Raja Ampat, sebagai destinasi wisata terbaik di Indonesia, kini memerlukan akses yang lebih efisien dari luar negeri. Dengan adanya penerbangan langsung, jumlah pengunjung diperkirakan akan meningkat signifikan, terutama dari negara-negara Asia Tenggara dan Eropa. Yan memperkirakan bahwa peningkatan jumlah wisatawan akan berdampak positif pada ekonomi lokal, termasuk sektor perhotelan, transportasi, dan jasa. Ia juga mengingatkan bahwa kesiapan keimigrasian adalah faktor utama dalam menarik minat wisatawan internasional.

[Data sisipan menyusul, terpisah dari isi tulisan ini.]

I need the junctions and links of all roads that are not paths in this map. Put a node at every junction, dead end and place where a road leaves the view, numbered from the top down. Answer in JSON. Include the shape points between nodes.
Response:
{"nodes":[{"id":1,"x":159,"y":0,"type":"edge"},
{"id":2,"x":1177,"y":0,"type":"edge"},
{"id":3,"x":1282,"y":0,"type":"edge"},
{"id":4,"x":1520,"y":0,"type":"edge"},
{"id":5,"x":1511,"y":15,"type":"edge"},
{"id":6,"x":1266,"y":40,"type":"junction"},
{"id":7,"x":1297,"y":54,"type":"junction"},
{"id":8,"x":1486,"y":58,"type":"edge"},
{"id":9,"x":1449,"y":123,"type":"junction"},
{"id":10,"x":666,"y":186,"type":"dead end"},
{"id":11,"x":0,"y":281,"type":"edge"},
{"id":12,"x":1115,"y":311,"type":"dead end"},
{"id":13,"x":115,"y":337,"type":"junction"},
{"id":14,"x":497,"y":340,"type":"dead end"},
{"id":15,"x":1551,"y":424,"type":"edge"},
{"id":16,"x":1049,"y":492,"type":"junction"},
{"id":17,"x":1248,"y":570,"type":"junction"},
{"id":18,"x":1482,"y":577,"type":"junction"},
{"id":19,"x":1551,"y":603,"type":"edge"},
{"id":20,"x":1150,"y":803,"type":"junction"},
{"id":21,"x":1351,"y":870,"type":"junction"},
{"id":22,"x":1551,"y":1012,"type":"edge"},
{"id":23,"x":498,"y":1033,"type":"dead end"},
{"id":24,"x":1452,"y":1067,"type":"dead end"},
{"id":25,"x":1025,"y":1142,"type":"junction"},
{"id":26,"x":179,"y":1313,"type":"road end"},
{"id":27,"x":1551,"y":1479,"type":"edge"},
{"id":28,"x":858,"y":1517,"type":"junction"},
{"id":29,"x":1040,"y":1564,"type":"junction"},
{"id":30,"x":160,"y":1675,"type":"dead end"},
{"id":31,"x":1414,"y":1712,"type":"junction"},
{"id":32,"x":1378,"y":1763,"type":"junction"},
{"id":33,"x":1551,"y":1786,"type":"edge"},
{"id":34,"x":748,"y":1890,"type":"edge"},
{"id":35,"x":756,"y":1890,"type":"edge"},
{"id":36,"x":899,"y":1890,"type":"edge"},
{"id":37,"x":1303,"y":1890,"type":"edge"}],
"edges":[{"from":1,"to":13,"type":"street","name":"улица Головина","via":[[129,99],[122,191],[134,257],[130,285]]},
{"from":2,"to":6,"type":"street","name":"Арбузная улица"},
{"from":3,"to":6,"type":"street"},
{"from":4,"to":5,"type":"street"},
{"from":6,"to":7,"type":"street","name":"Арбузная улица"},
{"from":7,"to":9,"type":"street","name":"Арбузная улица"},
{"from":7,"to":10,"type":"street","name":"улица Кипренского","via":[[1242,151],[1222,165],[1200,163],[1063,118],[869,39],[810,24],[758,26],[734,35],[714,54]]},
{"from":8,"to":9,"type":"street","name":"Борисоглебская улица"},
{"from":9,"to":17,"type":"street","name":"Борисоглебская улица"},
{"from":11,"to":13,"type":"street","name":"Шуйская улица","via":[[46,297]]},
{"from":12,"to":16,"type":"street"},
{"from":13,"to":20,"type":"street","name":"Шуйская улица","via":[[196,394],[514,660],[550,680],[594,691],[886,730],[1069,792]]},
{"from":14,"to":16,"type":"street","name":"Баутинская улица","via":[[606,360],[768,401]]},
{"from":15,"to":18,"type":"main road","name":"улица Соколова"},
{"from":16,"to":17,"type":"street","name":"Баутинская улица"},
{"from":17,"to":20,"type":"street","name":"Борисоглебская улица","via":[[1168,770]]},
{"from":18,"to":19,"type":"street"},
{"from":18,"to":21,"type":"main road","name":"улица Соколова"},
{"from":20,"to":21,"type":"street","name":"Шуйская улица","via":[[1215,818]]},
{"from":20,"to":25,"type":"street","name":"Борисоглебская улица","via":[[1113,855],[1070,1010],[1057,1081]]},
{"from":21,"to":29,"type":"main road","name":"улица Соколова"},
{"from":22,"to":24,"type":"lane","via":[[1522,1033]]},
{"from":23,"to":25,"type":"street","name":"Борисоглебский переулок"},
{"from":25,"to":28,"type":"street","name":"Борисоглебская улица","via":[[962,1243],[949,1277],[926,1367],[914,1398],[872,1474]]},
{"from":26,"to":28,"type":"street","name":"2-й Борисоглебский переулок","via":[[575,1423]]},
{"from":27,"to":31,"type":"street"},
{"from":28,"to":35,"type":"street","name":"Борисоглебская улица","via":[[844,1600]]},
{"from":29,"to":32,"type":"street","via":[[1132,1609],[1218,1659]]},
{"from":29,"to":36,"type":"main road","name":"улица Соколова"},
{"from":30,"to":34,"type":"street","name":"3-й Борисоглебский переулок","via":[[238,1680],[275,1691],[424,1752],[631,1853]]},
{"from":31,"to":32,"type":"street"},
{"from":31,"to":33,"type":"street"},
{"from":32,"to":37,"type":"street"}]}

Peran kantor imigrasi dalam mempermudah proses wisata

Kantor Imigrasi Kelas II TPI Sorong, yang memiliki kebijakan pengurusan visa yang relatif sederhana, berada di posisi strategis untuk menjadi pusat layanan keimigrasian. Yan menegaskan bahwa pihaknya akan memastikan kantor tersebut tidak hanya mampu menangani kebutuhan sehari-hari wisatawan, tetapi juga mampu menyesuaikan dengan volume yang meningkat. “Kami harus memastikan proses pemeriksaan tidak menghambat kecepatan penerbangan dan kenyamanan wisatawan,” ujarnya.

Menurut Yan, Raja Ampat memiliki potensi besar sebagai lokasi wisata yang bisa dikelola secara berkelanjutan. Namun, untuk memaksimalkan peluang tersebut, dibutuhkan dukungan penuh dari berbagai sektor, termasuk transportasi udara dan keimigrasian. “Kantor imigrasi harus menjadi garda depan dalam melayani kebutuhan wisatawan, baik secara teknis maupun layanan,” katanya. Ia menambahkan bahwa pemerintah daerah dan DPR RI perlu bekerja sama lebih erat untuk menciptakan ekosistem pariwisata yang lebih optimal.

Pembukaan penerbangan internasional sebagai langkah strategis

Pembukaan penerbangan langsung ke Sorong diharapkan bisa mengurangi beban pengelolaan penerbangan domestik yang selama ini membanjir. Selama ini, banyak wisatawan dari luar negeri terlebih dahulu datang ke Bali atau Jakarta sebelum melanjutkan perjalanan ke Raja Ampat, yang berjarak sekitar 1.500 km dari kota-kota utama. Dengan adanya penerbangan langsung, waktu tempuh akan lebih singkat, serta biaya transportasi bisa ditekan.

DPR RI, sebagai lembaga legislatif yang bertugas memastikan pemerintahan berjalan efisien, terus berupaya untuk meningkatkan kualitas layanan di kantor imigrasi. Yan menyebutkan bahwa pihaknya juga sedang mengevaluasi kebijakan visa dan prosedur administrasi lainnya untuk memastikan keimigrasian bisa menjadi bagian dari strategi pemasaran wisata Raja Ampat. “Kami berharap kantor imigrasi bisa menjadi salah satu daya tarik utama bagi wisatawan asing, sejalan dengan peningkatan aksesibilitas,” katanya.

Menurut data yang dirilis Badan Pusat Statistik (BPS), jumlah pengunjung ke Raja Ampat pada 2023 mencapai sekitar 1,2 juta orang, dengan sebagian besar berasal dari luar negeri. Namun, angka ini masih jauh dari target yang diharapkan. Yan menuturkan bahwa peningkatan kapasitas keimigrasian di Sorong akan membantu mempercepat proses keberangkatan dan kedatangan wisatawan, sehingga mendorong pertumbuhan industri pariwisata yang lebih pesat.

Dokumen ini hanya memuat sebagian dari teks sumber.